Top of Supplied data

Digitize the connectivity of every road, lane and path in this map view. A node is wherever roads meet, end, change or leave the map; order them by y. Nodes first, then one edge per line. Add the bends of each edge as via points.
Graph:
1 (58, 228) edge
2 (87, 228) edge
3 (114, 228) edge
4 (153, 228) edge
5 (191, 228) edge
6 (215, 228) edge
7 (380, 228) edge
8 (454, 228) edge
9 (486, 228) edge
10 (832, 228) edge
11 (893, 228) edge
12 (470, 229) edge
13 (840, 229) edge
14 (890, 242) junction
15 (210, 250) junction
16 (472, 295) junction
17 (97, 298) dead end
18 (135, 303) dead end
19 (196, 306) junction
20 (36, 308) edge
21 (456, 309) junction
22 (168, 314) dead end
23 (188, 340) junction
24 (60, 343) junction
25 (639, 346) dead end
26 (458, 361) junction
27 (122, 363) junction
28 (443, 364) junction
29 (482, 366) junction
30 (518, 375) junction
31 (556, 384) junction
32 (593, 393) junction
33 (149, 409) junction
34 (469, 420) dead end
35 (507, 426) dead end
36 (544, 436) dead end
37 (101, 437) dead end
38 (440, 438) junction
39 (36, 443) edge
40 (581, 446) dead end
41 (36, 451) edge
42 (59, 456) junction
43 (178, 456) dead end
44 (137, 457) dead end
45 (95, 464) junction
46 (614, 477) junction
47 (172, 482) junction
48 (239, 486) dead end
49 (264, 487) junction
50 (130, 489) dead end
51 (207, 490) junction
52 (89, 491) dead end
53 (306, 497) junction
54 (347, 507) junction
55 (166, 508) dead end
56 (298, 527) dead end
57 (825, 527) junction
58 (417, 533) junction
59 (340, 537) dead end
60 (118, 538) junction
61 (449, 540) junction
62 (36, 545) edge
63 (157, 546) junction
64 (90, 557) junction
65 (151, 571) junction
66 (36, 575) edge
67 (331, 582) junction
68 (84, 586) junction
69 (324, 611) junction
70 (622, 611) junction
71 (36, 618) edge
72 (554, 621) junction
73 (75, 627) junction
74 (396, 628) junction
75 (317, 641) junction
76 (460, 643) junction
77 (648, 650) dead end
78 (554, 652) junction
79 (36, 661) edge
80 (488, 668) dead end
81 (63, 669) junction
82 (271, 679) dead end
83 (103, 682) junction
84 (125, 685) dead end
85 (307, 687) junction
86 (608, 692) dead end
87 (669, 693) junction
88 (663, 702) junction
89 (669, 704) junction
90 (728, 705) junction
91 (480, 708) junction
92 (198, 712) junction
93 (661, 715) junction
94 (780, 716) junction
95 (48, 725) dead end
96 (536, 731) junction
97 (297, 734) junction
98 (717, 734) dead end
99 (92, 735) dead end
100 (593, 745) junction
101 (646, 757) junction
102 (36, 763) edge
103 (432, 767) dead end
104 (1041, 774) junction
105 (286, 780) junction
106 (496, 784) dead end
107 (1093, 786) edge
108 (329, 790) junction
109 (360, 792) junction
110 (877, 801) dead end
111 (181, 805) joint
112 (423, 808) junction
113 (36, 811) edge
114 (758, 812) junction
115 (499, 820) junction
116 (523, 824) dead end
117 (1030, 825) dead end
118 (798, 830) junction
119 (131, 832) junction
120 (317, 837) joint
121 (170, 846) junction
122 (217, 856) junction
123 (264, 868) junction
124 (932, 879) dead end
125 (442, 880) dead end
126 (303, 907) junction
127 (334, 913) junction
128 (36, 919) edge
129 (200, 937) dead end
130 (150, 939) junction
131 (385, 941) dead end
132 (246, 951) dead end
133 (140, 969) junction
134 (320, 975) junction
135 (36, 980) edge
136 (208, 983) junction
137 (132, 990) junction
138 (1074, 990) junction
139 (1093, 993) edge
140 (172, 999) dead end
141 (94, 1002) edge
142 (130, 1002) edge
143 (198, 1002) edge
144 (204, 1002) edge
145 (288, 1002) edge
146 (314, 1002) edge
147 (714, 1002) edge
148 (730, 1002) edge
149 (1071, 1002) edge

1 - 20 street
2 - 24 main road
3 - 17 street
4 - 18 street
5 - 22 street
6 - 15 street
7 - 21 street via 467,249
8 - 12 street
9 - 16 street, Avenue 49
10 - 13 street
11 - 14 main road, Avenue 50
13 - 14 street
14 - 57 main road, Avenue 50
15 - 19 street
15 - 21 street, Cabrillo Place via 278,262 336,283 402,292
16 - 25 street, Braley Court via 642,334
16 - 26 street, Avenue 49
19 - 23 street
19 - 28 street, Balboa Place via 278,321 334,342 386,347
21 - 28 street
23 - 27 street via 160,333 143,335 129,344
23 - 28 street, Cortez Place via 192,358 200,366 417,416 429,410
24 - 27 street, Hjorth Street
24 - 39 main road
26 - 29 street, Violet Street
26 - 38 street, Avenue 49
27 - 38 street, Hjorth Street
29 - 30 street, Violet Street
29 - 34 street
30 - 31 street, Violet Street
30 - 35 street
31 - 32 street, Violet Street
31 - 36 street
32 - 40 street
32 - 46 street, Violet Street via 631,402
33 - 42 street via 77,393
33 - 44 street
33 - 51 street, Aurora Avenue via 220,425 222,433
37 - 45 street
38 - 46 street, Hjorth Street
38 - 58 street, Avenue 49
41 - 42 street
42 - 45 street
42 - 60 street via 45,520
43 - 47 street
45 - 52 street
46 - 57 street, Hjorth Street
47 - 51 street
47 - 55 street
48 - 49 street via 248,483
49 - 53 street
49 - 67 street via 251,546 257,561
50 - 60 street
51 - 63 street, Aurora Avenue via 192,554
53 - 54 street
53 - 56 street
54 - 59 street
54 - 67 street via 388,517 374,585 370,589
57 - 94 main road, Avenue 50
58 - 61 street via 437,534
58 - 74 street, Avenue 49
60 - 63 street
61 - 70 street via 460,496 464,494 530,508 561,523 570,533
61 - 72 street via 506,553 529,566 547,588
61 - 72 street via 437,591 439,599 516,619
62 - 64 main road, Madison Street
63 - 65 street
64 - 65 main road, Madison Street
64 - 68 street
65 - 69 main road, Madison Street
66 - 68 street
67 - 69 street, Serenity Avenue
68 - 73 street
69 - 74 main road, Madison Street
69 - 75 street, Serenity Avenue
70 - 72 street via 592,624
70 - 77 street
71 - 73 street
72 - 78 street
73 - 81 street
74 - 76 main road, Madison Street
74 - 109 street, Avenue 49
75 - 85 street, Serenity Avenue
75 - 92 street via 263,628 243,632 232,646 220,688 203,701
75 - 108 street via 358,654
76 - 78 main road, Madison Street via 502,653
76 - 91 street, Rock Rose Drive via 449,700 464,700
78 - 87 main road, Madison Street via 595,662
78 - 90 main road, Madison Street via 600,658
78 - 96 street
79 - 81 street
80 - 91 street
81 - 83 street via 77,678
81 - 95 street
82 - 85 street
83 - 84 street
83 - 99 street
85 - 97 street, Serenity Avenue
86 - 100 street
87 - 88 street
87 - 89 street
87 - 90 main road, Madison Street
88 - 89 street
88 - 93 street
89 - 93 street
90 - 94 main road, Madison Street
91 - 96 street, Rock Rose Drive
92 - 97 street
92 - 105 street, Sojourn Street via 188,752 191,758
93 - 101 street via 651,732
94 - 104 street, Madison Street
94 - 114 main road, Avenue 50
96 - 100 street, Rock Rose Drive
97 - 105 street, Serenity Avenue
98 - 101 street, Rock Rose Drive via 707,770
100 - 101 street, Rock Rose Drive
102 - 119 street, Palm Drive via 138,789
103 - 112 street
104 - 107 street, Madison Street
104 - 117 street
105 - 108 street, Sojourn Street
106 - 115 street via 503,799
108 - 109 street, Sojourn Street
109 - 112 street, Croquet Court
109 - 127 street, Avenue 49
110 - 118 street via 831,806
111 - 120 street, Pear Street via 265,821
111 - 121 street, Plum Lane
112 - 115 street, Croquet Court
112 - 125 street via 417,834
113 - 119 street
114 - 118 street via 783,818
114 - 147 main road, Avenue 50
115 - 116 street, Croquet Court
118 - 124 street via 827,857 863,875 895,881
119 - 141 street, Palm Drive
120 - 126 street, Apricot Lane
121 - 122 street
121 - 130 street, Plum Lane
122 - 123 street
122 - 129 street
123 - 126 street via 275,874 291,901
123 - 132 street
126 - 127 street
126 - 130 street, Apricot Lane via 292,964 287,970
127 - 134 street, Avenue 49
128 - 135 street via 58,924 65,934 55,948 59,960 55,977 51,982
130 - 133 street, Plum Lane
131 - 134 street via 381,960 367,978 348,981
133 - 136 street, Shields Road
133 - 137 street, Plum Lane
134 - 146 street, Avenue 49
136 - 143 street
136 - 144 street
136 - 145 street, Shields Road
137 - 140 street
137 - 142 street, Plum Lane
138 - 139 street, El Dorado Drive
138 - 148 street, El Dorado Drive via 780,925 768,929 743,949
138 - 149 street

Bottom of Supplied data

Say how many lines of the listing above include the word "Palm", and give no other text.

» **Solution to the exercise**
2